How Ghosts' Jennifer Garner and Matthew McConaughey competed

Mark Waters, director of the upcoming supernatural-themed romantic comedy Ghosts of Girlfriends Past, told reporters that co-stars Matthew McConaughey and Jennifer Garner shared a competitive streak that enhanced their collaboration on screen.

"The thing I liked about the two of them, just meeting them separately, was they were both athletes," Waters said in a news conference last week in Los Angeles. "I thought that boded well for the two of them as romantic partners, as well as acting partners. They had that kind of competitive streak that they both kind of want to outdo each other."

In Ghosts of Girlfriends Past, McConaughey plays Connor Mead, a lothario who tries to rekindle a relationship with his childhood sweetheart, Jenny Pirotti (Garner), after being visited by ghosts who force him to revisit some of his past relationships.

Waters talked about the movie alongside McConaughey and Garner at a press conference last week. Following is an edited version of that interview. Ghosts of Girlfriends Past opens today. (Spoilers ahead!)

Mark, when you have two stars like these who didn't audition for their roles, how do you know they will have chemistry?

Waters: ... I generally like actors who have an athletic background or used to be on teams, because they don't have a diva attitude. They're like, "Give me the ball, coach. What do you want me to do?" This kind of team approach, and most of their scenes have this quality of "OK, you have the ball now, and you're trying to take it from here, and the scene is the competition, and I'm going to challenge both of you to try to win the scene." Oftentimes we would say, "Let's do a version of this in rehearsal where we're not even doing the dialogue; let's just do it purely like you're trying to win, and now let's go back and do the dialogue with that in mind." I think they just got into that, and there's a fun of play and competition that they really did well with.

Matthew and Jennifer, how do you create chemistry between one another when you haven't spent a lot of time acting opposite one another?

Garner: I think it's luck. I mean, you can work together, and we spent a lot of time with Mark [Waters] and with each other going over scenes and trying to make them more organic. Just being together, you kind of start to build a real, actual relationship—which was necessary for this, because these characters had been the most important people in each other's lives for a lot of their lives.

McConaughey: [to Garner] I had a sense of who I thought you would be, but met down there and started working on the script. One thing that I liked and thought "This is really going to work" with you and I is that she doesn't bring any riff-raff, fizzle-fazzle, extra BS drama from the outside, and she's a complete pro and still fun and coy and keen and jokey. I may have felt like I knew what she was up to, but most of the jokes that I tried to pull on her, she flipped and said, "I saw that."
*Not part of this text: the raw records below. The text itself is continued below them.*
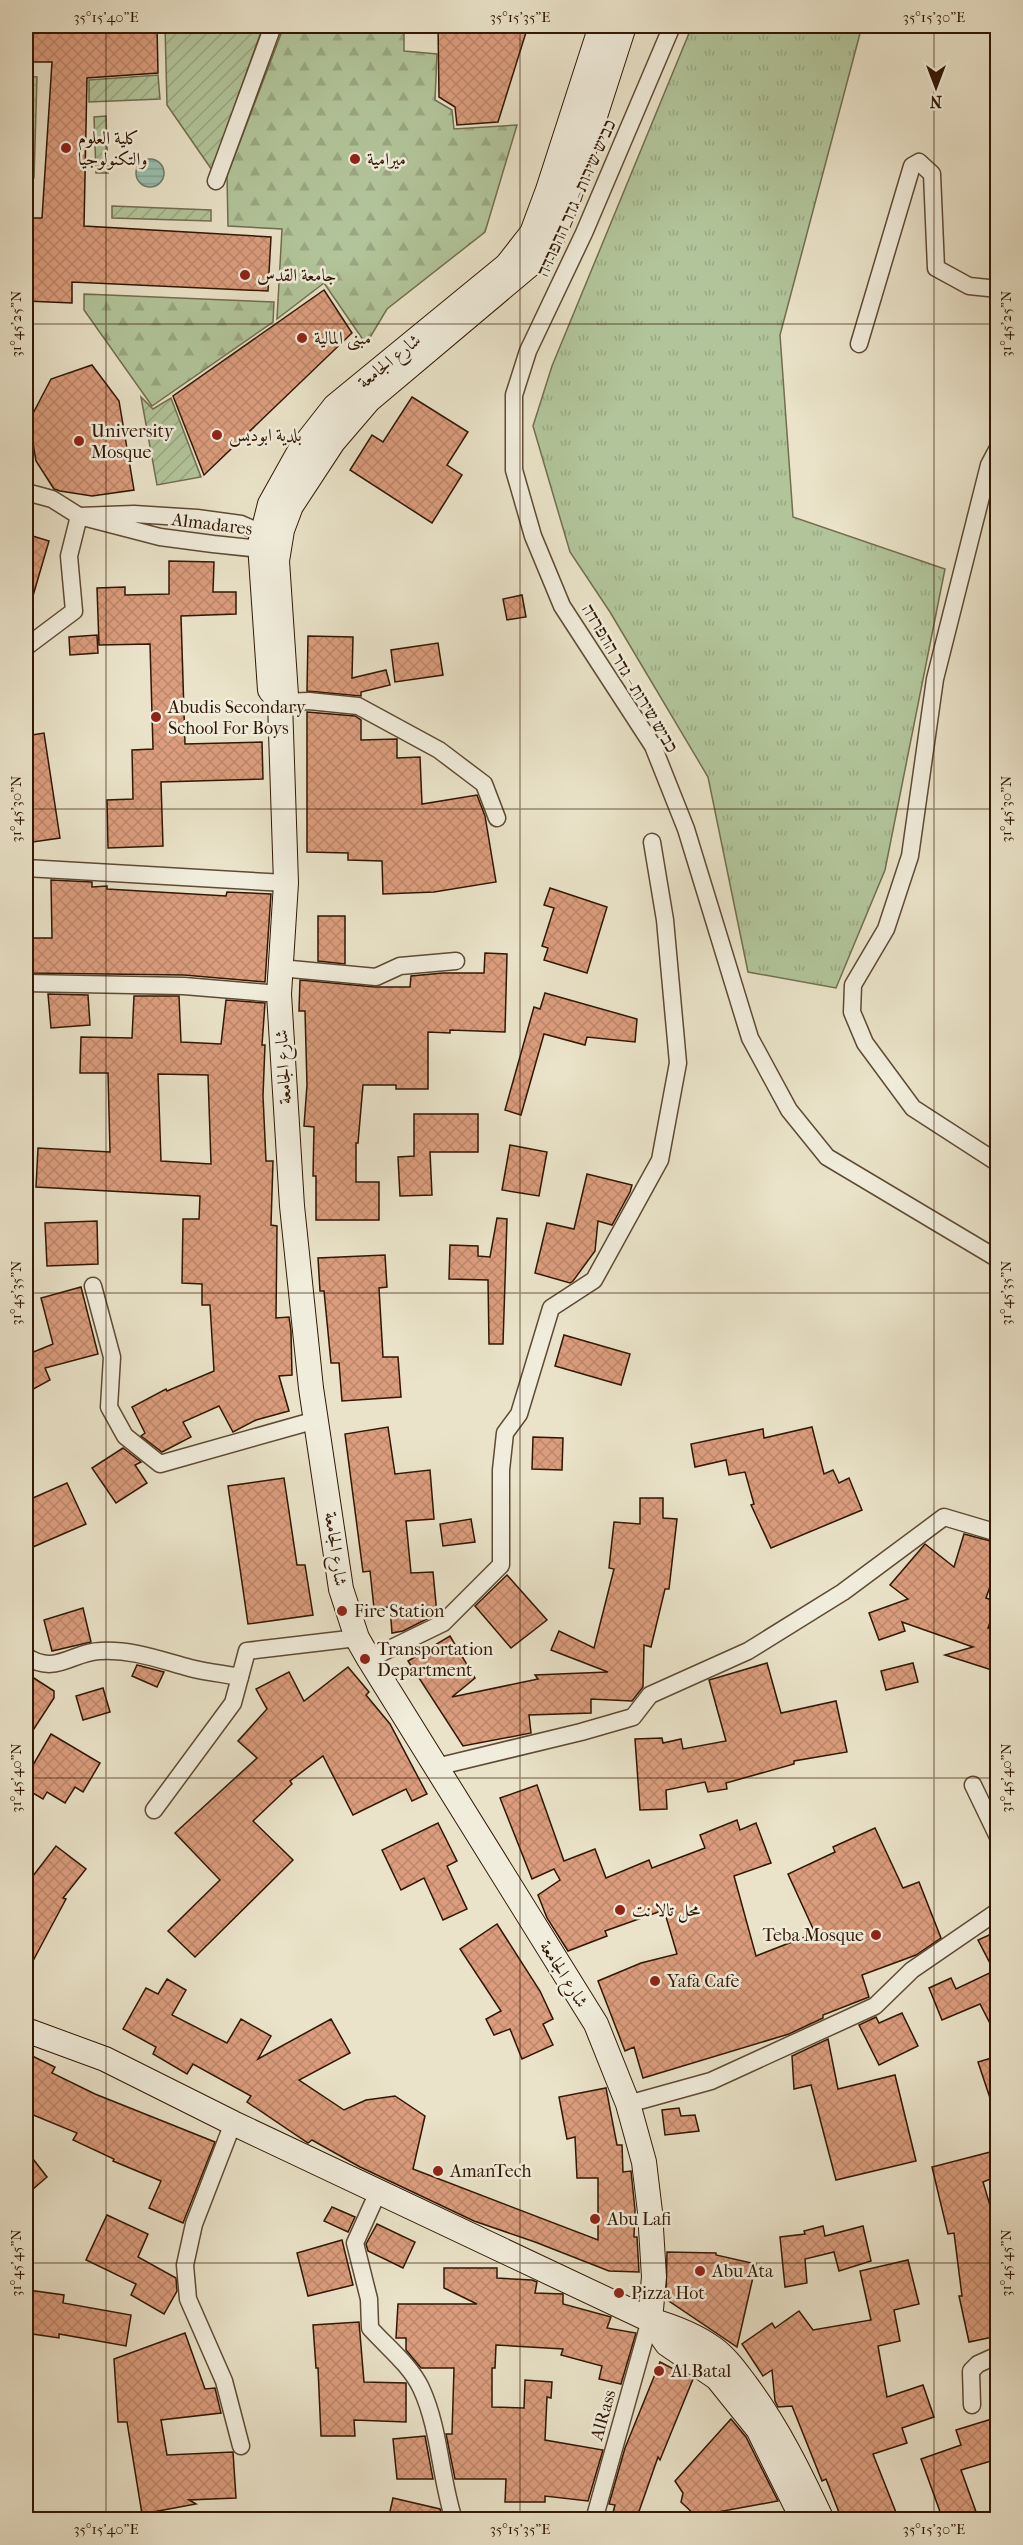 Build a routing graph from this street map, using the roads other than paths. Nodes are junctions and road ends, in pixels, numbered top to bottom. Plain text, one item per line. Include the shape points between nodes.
1 (273, 26) edge
2 (624, 26) edge
3 (672, 26) edge
4 (600, 35) edge
5 (216, 181) dead end
6 (998, 290) edge
7 (859, 344) dead end
8 (998, 448) edge
9 (26, 492) edge
10 (79, 516) junction
11 (268, 542) junction
12 (26, 647) edge
13 (280, 702) junction
14 (496, 818) dead end
15 (652, 842) dead end
16 (26, 868) edge
17 (286, 883) junction
18 (456, 961) dead end
19 (280, 968) junction
20 (26, 983) edge
21 (279, 994) junction
22 (998, 1163) edge
23 (998, 1259) edge
24 (93, 1286) dead end
25 (316, 1420) junction
26 (998, 1533) edge
27 (363, 1649) junction
28 (26, 1656) edge
29 (240, 1677) junction
30 (436, 1767) junction
31 (973, 1785) dead end
32 (154, 1810) dead end
33 (998, 1837) edge
34 (998, 1911) edge
35 (26, 2030) edge
36 (628, 2104) junction
37 (233, 2123) junction
38 (378, 2192) junction
39 (650, 2320) junction
40 (998, 2355) edge
41 (972, 2405) dead end
42 (241, 2446) dead end
43 (454, 2520) edge
44 (594, 2520) edge
45 (803, 2520) edge
46 (822, 2520) edge

1 - 5 street
2 - 4 main road, شارع الجامعة
3 - 23 street, כביש שירות - גדר ההפרדה via 585,233 528,351 514,395 514,470 533,536 562,606 653,746 686,829 750,1038 789,1110 827,1157
4 - 11 main road, شارع الجامعة via 532,233 507,265 336,406 270,504
6 - 7 street via 969,286 936,268 932,174 919,162 912,166
8 - 22 street via 989,465 935,679 910,856 886,929 854,985 852,1012 865,1043 913,1108
9 - 10 street via 52,499
10 - 11 street, Almadares via 160,537
10 - 11 street, Almadares via 134,514 241,524
10 - 12 street via 69,556 74,611
11 - 13 main road, شارع الجامعة via 270,690
13 - 14 street via 358,706 439,750 484,784
13 - 17 main road, شارع الجامعة
15 - 27 street via 665,920 678,1063 660,1160 594,1280 551,1308 519,1414 505,1433 501,1566 443,1623
16 - 17 street
17 - 19 main road, شارع الجامعة
18 - 19 street via 400,966 376,977
19 - 21 main road, شارع الجامعة
20 - 21 street via 184,986
21 - 25 main road, شارع الجامعة via 292,1206
24 - 25 street via 112,1357 109,1407 125,1436 160,1464
25 - 27 main road, شارع الجامعة via 340,1589
26 - 30 street via 944,1517 843,1592 756,1646 650,1695 633,1717
27 - 29 street via 247,1651
27 - 30 main road, شارع الجامعة
28 - 29 street via 57,1665 98,1651 135,1652 192,1669
29 - 32 street via 234,1703
30 - 36 main road, شارع الجامعة via 596,2024
31 - 33 street
34 - 36 street via 912,1970 875,2006 711,2081
35 - 37 main road via 105,2059
36 - 39 main road, شارع الجامعة via 644,2162 650,2212 654,2277
37 - 38 main road
37 - 42 street via 194,2224 185,2265 188,2299 224,2381
38 - 39 main road
38 - 43 street via 355,2243 369,2300 370,2328 421,2387
39 - 44 street, AlRass
39 - 45 main road via 667,2344 717,2378 758,2429
39 - 46 main road via 672,2326 713,2348 735,2370 769,2416
40 - 41 street via 971,2371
Garner: We kind of approach work the same way: We have a good time with it, but we show up to work.

McConaughey: She's not competitive in a non-creative way. And some people can be. ...

Do you think the film is more designed for women, in the sense that it might teach them not to be drawn in by douchebags?

McConaughey: You thought Connor was a douchebag? Come on.

All of the bridesmaids want to sleep with him, and they know he doesn't seem to have much respect for women.

McConaughey: I think he has a lot of respect for women. They just want a wedding shag.

Garner: I mean, right. What does that say about them? It's not just [him].

McConaughey: That they were young and having fun.

Garner: No, it's more for men to say, "You have to risk love and commitment. Otherwise, you're going to end up alone with old-age makeup and sad, and the beautiful woman is going to go off and marry someone else."

How tough were the scenes in which you were both acting but Jennifer was not seeing you?

Garner: I liked it. I felt like it informed the scene to perform them for him, in a weird way. Just having his character witness what was happening just gives it a little more depth.

I was just wondering if it was hard to ignore him.

Garner: Oh, I had no problem ignoring him.